I've noticed some strange effect taking place after adding (additional) bass trapping to a room. The Topt RT-60 sometimes showed longer decay times for the lowest band. This happened under various circumstances in various occasions. RT-20 and RT-30 always looked plausible. I also rans comparisons with different measurement software which did not show this effect.
Is there an explanation for this? 
If you need more information, I'd be happy to provide it.

Greets from Germany


----------



## brucek (Apr 11, 2006)

You'll have to tell us what you mean by "the lowest band"? 

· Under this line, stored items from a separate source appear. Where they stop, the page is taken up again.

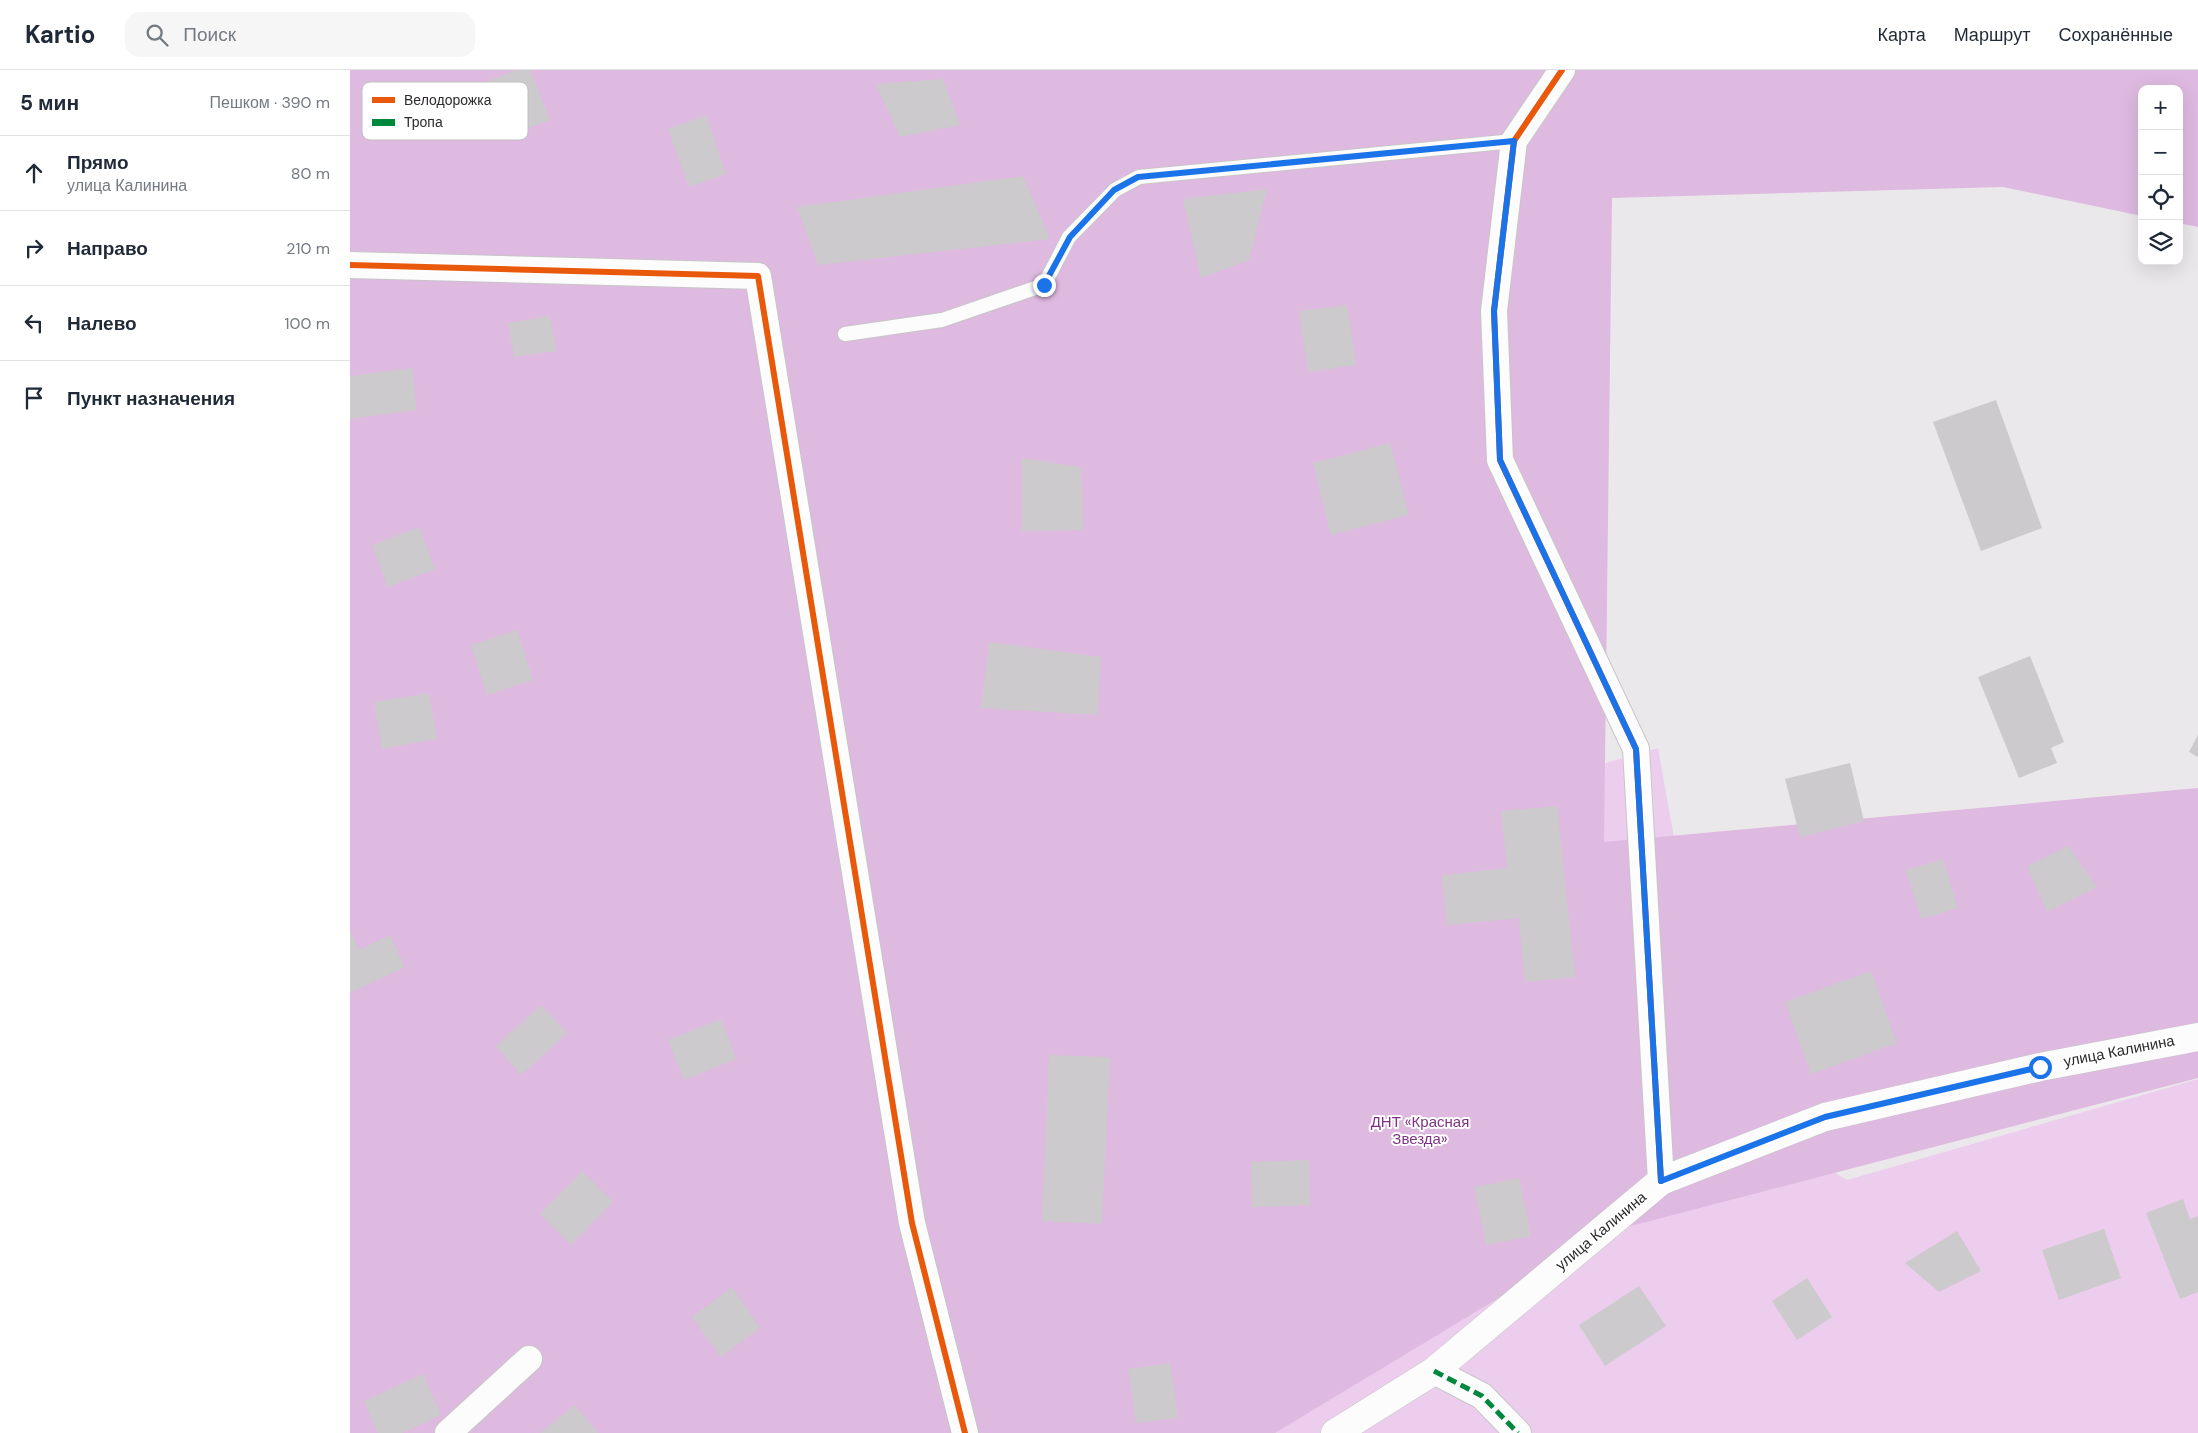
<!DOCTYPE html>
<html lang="ru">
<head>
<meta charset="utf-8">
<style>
  body { margin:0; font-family:"DM Sans",sans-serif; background:#f6f6f7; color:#1f2937 }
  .controls { position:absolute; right:15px; top:15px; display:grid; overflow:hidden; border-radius:10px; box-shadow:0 5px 20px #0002 }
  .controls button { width:45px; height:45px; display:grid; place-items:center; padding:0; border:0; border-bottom:1px solid #e0e1e3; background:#fff; color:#1f2937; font:25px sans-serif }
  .stop { position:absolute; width:15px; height:15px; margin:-11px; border:4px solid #1a73e8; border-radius:50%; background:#fff }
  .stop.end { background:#1a73e8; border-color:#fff; box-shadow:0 1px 5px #0008 }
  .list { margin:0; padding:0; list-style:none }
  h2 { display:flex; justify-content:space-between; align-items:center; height:65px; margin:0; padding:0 20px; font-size:21px }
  h2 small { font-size:16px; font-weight:400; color:#747a83 }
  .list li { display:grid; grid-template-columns:32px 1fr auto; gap:15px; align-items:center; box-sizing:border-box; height:75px; padding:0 20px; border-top:1px solid #e0e1e3 }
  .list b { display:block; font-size:19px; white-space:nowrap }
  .list p { margin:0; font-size:16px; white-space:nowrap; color:#747a83 }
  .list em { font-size:16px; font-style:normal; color:#747a83 }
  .icon { flex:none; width:28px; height:28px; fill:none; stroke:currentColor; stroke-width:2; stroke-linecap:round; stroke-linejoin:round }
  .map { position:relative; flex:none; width:1848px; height:1363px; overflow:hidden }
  header { display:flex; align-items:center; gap:30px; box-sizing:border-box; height:70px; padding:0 25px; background:#fff; border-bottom:1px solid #e0e1e3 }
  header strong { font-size:24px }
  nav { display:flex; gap:28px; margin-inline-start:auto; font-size:18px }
  .search { width:350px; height:45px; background:#f6f6f7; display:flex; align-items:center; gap:12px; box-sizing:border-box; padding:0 18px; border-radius:15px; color:#747a83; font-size:19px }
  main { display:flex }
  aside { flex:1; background:#fff }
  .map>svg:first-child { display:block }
</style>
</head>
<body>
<header>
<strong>Kartio</strong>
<div class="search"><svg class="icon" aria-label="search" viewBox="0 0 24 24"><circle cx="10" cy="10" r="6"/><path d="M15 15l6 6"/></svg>Поиск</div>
<nav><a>Карта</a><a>Маршрут</a><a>Сохранённые</a></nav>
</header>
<main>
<aside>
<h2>5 мин<small>Пешком · 390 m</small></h2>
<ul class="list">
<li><svg class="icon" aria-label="ahead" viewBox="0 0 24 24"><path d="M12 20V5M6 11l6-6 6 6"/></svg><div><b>Прямо</b><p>улица Калинина</p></div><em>80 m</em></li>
<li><svg class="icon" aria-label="right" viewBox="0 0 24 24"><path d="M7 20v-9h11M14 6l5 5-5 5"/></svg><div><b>Направо</b></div><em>210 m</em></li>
<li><svg class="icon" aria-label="left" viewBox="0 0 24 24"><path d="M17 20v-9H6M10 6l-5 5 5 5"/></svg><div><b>Налево</b></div><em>100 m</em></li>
<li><svg class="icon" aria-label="arrive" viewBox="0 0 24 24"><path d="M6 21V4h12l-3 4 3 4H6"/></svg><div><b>Пункт назначения</b></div></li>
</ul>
</aside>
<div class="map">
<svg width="1848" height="1363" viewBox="0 0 1848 1363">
  <rect width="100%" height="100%" fill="#ebe8eb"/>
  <polygon fill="#edcdee" points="0,240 490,912 1308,678 1372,1036 1497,1110 1848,1009 1848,1363 0,1363"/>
  <polygon fill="#deb9e0" points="0,0 1848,0 1848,157 1829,153 1829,19 1792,19 1792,146 1653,117 1262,128 1254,772 1848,718 1848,1008 1258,1162 925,1363 0,1363"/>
  <g fill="#cccacc">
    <polygon points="166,0 180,0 200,50 160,65 139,11"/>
    <polygon points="593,9 610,55 550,67 526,14"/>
    <polygon points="356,45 376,104 339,117 318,59"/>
    <polygon points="673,106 700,169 468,195 447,137"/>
    <polygon points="917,119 899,190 851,208 833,129"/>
    <polygon points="997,235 1006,295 958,302 949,241"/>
    <polygon points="200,246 206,281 164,287 158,253"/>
    <polygon points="62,298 67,340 0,349 0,306"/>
    <polygon points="1646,330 1692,458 1631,481 1583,352"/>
    <polygon points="1040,373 1059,445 981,465 963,393"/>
    <polygon points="672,388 731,397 733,460 672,461"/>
    <polygon points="69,457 85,499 38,517 22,475"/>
    <polygon points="167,560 183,610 137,625 121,575"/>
    <polygon points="639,572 751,587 747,645 631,638"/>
    <polygon points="1680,586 1714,672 1701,678 1707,693 1669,708 1628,607"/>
    <polygon points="79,623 87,669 32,679 24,632"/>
    <polygon points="1848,665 1848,687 1839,682"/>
    <polygon points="1500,693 1514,751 1450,767 1435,709"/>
    <polygon points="1207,736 1225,907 1175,912 1169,848 1097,855 1092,805 1157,798 1151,741"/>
    <polygon points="1718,776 1747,817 1697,842 1677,796"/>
    <polygon points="1593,789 1608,838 1571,849 1556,800"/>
    <polygon points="0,861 9,880 40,865 55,897 0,923"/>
    <polygon points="1521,901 1547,973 1461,1004 1435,932"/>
    <polygon points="191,935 217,963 171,1005 146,976"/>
    <polygon points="371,949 386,989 334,1010 318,970"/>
    <polygon points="699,985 760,987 752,1154 692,1151"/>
    <polygon points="959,1090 960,1135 902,1137 901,1092"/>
    <polygon points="232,1101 263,1132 221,1175 190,1144"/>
    <polygon points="1169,1108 1181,1166 1136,1175 1124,1117"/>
    <polygon points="1833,1129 1840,1149 1848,1146 1848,1222 1830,1229 1796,1143"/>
    <polygon points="1754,1159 1771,1208 1709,1230 1692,1180"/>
    <polygon points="1607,1161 1631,1201 1589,1222 1555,1193"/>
    <polygon points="1457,1208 1482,1247 1447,1270 1422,1231"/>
    <polygon points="1289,1216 1316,1256 1255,1296 1229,1255"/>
    <polygon points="382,1217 410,1258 371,1287 342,1247"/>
    <polygon points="820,1293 828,1348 786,1353 778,1299"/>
    <polygon points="73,1304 91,1345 52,1363 28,1363 14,1331"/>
    <polygon points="225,1335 248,1363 190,1363"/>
  </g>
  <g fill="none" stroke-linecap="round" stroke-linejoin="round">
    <g stroke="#c8c5c8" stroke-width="16">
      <polyline id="service" points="495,264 592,250 694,215 719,167 765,120 789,107 1164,71"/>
    </g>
    <g stroke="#c8c5c8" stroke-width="28">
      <g id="minor">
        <polyline points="1212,0 1164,71 1144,241 1150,390 1286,679 1311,1111"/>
        <polyline points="0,195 408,206 562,1153 615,1363"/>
        <polyline points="1084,1301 1132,1326 1168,1363"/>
        <polyline points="98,1363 179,1289"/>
      </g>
    </g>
    <g stroke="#c8c5c8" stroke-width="29">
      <polyline id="secondary" points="985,1363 1084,1301 1311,1111 1475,1047 1690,997 1848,967"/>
    </g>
    <use href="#service" stroke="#fcfcfc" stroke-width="14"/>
    <use href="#minor" stroke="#fcfcfc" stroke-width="26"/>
    <use href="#secondary" stroke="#fcfcfc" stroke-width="28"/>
    <polyline stroke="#00873e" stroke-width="5" stroke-dasharray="10 5" stroke-linecap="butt" points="1084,1301 1132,1326 1168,1363"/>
    <g stroke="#fff" stroke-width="9">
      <g id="cycleway">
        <polyline points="1212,0 1164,71 1144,241 1150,390 1286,679 1311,1111"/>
        <polyline points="0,195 408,206 562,1153 615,1363"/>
      </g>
    </g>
    <use href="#cycleway" stroke="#e8590c" stroke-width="6"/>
  </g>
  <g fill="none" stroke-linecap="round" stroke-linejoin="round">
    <polyline stroke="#1a73e8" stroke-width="6" points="694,215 720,167 764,120 788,107 1164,71 1144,241 1150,390 1286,679 1311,1111 1475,1047 1690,997"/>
  </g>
  <g text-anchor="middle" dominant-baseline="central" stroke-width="4" stroke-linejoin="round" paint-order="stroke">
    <g font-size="15" fill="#2c2a2c" stroke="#fff">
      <text transform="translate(1769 981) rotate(-11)">улица Калинина</text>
      <text transform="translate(1251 1161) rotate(-40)">улица Калинина</text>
    </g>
    <g font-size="15" fill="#7f3184" stroke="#fff">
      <text x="1070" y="1052">ДНТ «Красная<tspan x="1070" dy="17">Звезда»</tspan></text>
    </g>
  </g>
  <rect x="12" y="12" width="166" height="58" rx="8" fill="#fff" stroke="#c0bfc0" stroke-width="1"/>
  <rect x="22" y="27" width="23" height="6" fill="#e8590c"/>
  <rect x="22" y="49" width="23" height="7" fill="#00873e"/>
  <g font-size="14" fill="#2c2a2c">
    <text x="54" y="35">Велодорожка</text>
    <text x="54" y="57">Тропа</text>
  </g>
</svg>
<div class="controls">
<button>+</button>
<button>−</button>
<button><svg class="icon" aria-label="locate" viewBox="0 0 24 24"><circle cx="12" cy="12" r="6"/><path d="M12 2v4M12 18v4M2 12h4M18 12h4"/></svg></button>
<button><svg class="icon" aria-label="layers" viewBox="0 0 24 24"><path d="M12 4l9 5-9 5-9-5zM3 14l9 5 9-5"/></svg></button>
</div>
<div class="stop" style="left:1690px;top:997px"></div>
<div class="stop end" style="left:694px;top:215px"></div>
</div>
</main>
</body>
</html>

RT60 is somewhat meaningless in the modal region (up to ~ 200Hz). The smaller the room, the higher the frequency that you would ignore. Use waterfall plots at frequencies in the modal range.

brucek


----------



## JohnM (Apr 11, 2006)

Easiest way to see what is happening would be to use the Impulse Response view, select the octave band filter which is giving the odd results, click "calculate RT60" and select the Schroeder integral and regression line for display, then see what happens to the regression line for the different RT60 measures (Topt, T20, T30). However at the lowest frequencies RT60 measurements are not valid except in very large spaces as the underlying assumptions on which the RT60 calculation is based do not apply.


----------